Later in life, I learned the creation story of the Brewers, of them actually being born in Seattle, as the Pilots and that team going bankrupt after one season, yes, one and done. In that spring of 1970, the truck driver was instructed to head northeast, not northwest, to go to Milwaukee, not Seattle, to become the Brewers, not the Pilots. The Brewers retained the Pilot’s blue and yellow uniforms that continue to this very day, a somewhat superficial reminder, but there was more….there was the player the Pilots selected in the 1969 amateur draft. More on that famous pick a bit later.
Firstly, the Pilots added to their roster in the 1968 expansion first, winning the mini lottery, but choosing to pick second, rewarding them both the second and third picks. The Royals, the other American league expansion team that season (The Padres and Expos were the NL expansion teams) picked first, among the American League teams, selecting Roger Nelson from the Orioles. Nelson didn’t pitch too bad in 1969 for the Royals. He gave up 170 hits in 193.1 innings, but it kind of paled in comparison to the production the Pilots got from their first 2 picks….Don Mincher and Tommy Harper. They got Mincher from the Angles. I mean the Angels. I always screw up their name when typing. Anyway, Mincher hit 25 homers and drove in 78 runs and made the all-star team. However, I’m not sure if the rule back then was that at least one player from every team made the all-star game? The other player the Pilots got, in the expansion draft, 3rd over all, from the Indians, was Tommy Harper. He had a .349 OB% and led the league with 79 steals.
The following year came the amateur draft and for some reason that I don’t know, none of the new teams picked first. The Pilots had the 21st pick followed by the Expos, Royals, Padres. The Pilots picked shortstop/pitcher Gorman Thomas out of James Island, high school in Columbia, South Carolina and eventually turned him into an outfielder, a centerfielder. Like every other player back then, Thomas had to dig in and work hard (there was no pampering first round picks). Thomas was called up to the crew in 1973, and hit 2 homers in 155 at bats. Over the next four years he was up and down, AAA minors to majors. Limited playing time and get this, he hit a whopping 51 homers in 1974 as a member of the Sacramento Solons in the Pacific Coast League and yet, he didn’t even lead the team in homers! That honor went to Bill McNulty with 55. On that same team Sixto Lezcano hit 34 and Tommie Reynolds hit 32. As a team they hit a stunning 308 homers which begs the question what professional baseball team has the record for most homers in a single season? The Twins hit 307 in 2019.

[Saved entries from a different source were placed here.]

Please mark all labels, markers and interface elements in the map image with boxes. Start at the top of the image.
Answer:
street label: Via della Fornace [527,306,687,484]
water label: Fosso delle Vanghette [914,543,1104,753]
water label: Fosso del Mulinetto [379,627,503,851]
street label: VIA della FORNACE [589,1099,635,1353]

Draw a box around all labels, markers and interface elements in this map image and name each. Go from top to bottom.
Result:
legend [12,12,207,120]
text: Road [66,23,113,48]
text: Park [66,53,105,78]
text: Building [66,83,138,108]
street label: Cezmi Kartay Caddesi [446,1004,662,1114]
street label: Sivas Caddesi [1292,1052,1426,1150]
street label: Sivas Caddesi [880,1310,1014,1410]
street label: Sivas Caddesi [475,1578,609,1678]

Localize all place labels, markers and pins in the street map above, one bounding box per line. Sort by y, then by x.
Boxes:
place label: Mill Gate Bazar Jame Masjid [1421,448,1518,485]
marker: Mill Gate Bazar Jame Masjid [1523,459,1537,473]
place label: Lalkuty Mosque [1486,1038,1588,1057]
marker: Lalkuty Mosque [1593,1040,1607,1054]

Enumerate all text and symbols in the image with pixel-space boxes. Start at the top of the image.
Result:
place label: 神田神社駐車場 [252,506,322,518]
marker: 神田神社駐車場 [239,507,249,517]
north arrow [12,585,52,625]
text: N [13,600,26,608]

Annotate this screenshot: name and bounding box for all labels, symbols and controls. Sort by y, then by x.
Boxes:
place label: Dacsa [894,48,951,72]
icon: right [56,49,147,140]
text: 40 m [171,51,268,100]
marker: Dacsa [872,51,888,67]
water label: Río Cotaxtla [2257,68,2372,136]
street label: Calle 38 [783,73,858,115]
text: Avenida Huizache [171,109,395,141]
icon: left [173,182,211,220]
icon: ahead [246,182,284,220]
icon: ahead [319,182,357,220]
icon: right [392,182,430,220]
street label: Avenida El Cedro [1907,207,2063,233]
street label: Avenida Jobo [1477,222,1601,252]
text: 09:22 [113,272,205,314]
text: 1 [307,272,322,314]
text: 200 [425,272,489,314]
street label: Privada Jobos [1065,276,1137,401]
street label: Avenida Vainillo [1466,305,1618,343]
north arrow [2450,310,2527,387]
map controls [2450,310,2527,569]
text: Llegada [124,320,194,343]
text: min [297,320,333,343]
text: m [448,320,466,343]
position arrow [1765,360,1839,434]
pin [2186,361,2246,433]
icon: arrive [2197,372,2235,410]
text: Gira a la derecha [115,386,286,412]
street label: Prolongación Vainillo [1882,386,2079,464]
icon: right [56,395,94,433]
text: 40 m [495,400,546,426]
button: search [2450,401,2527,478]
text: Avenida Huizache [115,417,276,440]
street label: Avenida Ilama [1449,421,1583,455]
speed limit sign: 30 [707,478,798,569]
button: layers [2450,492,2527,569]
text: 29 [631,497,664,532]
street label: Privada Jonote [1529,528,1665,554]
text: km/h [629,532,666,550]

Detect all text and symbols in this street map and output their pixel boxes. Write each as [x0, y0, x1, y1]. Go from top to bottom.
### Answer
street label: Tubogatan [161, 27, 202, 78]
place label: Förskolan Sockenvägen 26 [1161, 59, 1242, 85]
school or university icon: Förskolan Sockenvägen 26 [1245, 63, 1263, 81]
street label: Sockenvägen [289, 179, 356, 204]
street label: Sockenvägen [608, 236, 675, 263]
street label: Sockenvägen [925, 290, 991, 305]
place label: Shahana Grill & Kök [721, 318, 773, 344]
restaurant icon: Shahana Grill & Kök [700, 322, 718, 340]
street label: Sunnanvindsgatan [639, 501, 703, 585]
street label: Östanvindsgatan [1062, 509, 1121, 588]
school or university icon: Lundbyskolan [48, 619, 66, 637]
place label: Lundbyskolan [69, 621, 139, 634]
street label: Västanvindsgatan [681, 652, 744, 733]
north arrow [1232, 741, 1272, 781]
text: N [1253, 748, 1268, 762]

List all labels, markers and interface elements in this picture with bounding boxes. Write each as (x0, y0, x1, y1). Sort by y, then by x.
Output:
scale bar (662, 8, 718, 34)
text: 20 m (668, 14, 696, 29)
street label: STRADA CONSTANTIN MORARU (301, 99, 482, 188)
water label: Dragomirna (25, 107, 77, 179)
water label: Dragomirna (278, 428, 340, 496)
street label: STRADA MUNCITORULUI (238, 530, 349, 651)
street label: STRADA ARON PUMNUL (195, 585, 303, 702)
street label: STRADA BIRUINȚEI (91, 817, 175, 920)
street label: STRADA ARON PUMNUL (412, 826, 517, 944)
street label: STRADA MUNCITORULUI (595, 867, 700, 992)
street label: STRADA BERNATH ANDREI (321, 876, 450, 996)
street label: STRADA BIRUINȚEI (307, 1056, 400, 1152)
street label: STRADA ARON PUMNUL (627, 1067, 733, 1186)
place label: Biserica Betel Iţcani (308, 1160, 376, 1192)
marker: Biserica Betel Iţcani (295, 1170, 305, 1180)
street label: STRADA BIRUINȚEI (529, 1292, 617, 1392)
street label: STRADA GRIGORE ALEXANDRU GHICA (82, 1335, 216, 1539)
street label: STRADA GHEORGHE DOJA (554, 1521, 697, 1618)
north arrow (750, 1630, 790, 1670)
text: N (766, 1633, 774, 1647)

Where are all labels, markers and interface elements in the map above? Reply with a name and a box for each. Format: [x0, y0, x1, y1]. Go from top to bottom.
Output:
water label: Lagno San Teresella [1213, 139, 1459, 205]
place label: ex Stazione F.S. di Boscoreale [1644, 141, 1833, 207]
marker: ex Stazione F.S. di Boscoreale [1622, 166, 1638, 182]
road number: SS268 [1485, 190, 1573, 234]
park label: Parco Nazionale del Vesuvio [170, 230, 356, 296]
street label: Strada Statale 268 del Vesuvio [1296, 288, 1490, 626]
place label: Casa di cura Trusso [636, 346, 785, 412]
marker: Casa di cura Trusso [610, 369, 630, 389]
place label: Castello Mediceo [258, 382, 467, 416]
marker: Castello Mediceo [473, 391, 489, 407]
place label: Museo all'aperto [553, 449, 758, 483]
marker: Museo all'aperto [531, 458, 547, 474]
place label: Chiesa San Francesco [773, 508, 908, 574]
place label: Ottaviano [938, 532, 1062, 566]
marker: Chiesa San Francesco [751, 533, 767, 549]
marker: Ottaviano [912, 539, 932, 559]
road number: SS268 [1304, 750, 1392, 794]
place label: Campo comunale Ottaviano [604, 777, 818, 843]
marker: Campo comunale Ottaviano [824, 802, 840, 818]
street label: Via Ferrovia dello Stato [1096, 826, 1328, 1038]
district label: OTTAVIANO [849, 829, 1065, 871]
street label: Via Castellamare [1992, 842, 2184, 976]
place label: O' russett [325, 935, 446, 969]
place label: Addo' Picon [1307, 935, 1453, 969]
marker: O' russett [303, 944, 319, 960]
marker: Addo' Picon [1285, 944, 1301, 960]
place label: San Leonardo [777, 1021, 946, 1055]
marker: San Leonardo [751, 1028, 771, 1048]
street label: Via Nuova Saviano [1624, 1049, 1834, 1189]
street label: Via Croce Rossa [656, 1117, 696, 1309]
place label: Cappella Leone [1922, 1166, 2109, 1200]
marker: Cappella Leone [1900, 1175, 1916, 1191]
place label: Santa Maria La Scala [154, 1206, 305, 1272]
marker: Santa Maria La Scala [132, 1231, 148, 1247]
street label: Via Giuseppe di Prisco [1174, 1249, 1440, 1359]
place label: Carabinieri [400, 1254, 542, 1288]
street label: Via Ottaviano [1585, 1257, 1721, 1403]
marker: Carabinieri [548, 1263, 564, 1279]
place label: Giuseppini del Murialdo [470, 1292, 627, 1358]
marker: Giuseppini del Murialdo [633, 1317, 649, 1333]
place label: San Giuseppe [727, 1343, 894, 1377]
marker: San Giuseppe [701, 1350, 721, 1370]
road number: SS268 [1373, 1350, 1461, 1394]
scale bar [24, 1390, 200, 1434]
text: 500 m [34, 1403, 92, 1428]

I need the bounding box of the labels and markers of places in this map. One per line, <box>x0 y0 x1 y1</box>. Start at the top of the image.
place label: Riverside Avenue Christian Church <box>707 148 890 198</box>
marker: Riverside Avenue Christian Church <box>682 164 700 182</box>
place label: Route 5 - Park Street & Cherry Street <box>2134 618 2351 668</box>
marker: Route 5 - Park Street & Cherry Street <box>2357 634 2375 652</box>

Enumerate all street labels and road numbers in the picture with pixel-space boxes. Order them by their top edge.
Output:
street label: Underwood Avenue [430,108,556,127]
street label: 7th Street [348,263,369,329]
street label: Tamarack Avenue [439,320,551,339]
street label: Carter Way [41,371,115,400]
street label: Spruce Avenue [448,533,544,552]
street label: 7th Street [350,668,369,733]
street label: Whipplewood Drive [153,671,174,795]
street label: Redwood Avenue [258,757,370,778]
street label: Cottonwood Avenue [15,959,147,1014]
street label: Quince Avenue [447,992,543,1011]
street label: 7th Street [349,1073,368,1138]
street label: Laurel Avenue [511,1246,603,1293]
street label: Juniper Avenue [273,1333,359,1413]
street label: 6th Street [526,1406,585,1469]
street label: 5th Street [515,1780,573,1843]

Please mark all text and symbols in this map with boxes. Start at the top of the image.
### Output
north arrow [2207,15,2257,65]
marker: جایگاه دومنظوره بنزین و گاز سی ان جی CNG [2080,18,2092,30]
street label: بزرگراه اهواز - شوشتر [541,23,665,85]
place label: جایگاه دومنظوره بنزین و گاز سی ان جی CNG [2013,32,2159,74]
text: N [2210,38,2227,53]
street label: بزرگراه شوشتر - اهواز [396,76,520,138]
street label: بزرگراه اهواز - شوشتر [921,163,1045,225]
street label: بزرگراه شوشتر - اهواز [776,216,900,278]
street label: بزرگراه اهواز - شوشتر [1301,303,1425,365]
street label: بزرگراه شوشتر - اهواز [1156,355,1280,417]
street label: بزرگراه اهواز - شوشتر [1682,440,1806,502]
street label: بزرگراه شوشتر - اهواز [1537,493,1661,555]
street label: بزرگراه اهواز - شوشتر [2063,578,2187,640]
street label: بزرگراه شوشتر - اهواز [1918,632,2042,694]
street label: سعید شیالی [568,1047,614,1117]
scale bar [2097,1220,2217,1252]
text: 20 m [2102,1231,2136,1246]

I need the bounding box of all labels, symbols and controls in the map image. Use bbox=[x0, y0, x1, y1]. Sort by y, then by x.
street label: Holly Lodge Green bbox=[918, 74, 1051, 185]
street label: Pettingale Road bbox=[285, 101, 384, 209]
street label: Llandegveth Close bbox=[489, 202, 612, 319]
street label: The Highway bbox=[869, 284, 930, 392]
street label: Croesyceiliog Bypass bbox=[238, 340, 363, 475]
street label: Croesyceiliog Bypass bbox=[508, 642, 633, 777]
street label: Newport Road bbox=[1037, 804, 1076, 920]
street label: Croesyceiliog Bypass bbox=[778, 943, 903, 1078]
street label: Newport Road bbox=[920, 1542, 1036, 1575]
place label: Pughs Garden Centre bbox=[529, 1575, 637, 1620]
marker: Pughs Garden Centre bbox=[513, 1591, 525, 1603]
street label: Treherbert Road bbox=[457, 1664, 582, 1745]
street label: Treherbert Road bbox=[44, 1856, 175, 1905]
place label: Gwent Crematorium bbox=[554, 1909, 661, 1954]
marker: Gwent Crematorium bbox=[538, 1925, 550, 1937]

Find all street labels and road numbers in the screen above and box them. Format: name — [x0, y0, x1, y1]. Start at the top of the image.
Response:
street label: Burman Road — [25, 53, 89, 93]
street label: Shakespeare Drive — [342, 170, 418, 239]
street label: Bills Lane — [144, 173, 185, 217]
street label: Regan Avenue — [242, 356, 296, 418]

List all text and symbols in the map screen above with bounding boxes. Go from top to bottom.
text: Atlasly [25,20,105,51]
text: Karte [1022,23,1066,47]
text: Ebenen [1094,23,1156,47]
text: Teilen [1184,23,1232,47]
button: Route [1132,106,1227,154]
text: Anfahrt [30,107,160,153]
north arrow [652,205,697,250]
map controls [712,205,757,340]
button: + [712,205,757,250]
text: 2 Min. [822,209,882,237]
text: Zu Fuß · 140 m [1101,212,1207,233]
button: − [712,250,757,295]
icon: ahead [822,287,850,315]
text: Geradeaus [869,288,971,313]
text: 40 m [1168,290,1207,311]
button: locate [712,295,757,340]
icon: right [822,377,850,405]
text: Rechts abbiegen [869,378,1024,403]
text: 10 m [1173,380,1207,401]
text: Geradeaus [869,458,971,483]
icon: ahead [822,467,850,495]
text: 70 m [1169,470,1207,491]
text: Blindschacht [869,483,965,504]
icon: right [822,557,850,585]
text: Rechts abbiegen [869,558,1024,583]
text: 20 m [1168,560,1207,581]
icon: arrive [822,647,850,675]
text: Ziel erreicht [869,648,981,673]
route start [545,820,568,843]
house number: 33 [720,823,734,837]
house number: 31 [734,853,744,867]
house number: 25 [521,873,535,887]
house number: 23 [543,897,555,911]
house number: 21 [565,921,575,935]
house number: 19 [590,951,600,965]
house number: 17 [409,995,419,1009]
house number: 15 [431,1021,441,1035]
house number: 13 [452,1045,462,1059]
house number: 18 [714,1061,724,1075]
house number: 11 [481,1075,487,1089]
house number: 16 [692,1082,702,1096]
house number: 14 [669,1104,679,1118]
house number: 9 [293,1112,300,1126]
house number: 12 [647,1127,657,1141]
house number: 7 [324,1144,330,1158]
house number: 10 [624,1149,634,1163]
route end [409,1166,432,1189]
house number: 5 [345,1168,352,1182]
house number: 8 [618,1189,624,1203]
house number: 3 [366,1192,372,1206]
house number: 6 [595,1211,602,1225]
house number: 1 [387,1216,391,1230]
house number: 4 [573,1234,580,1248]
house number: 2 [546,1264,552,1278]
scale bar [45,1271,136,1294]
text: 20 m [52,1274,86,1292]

In 1978, Thomas got 482 at bats and made the most of it, hitting 32 homers. He became a strikeout/home run machine, leading the league with 45 bombs in 1979 and 39 in 1982. He was also a damn good centerfielder, but more than anything else he became a symbol of hard working Milwaukee and all its breweries and manufacturing plants.
The face of the franchise Gorman Thomas. Even to this day, mostly amongst the older crowd, Gorman remains that face, more than Yount, certainly more than the lier, I mean liar Braun and more than today’s struggling star Christian Yelich.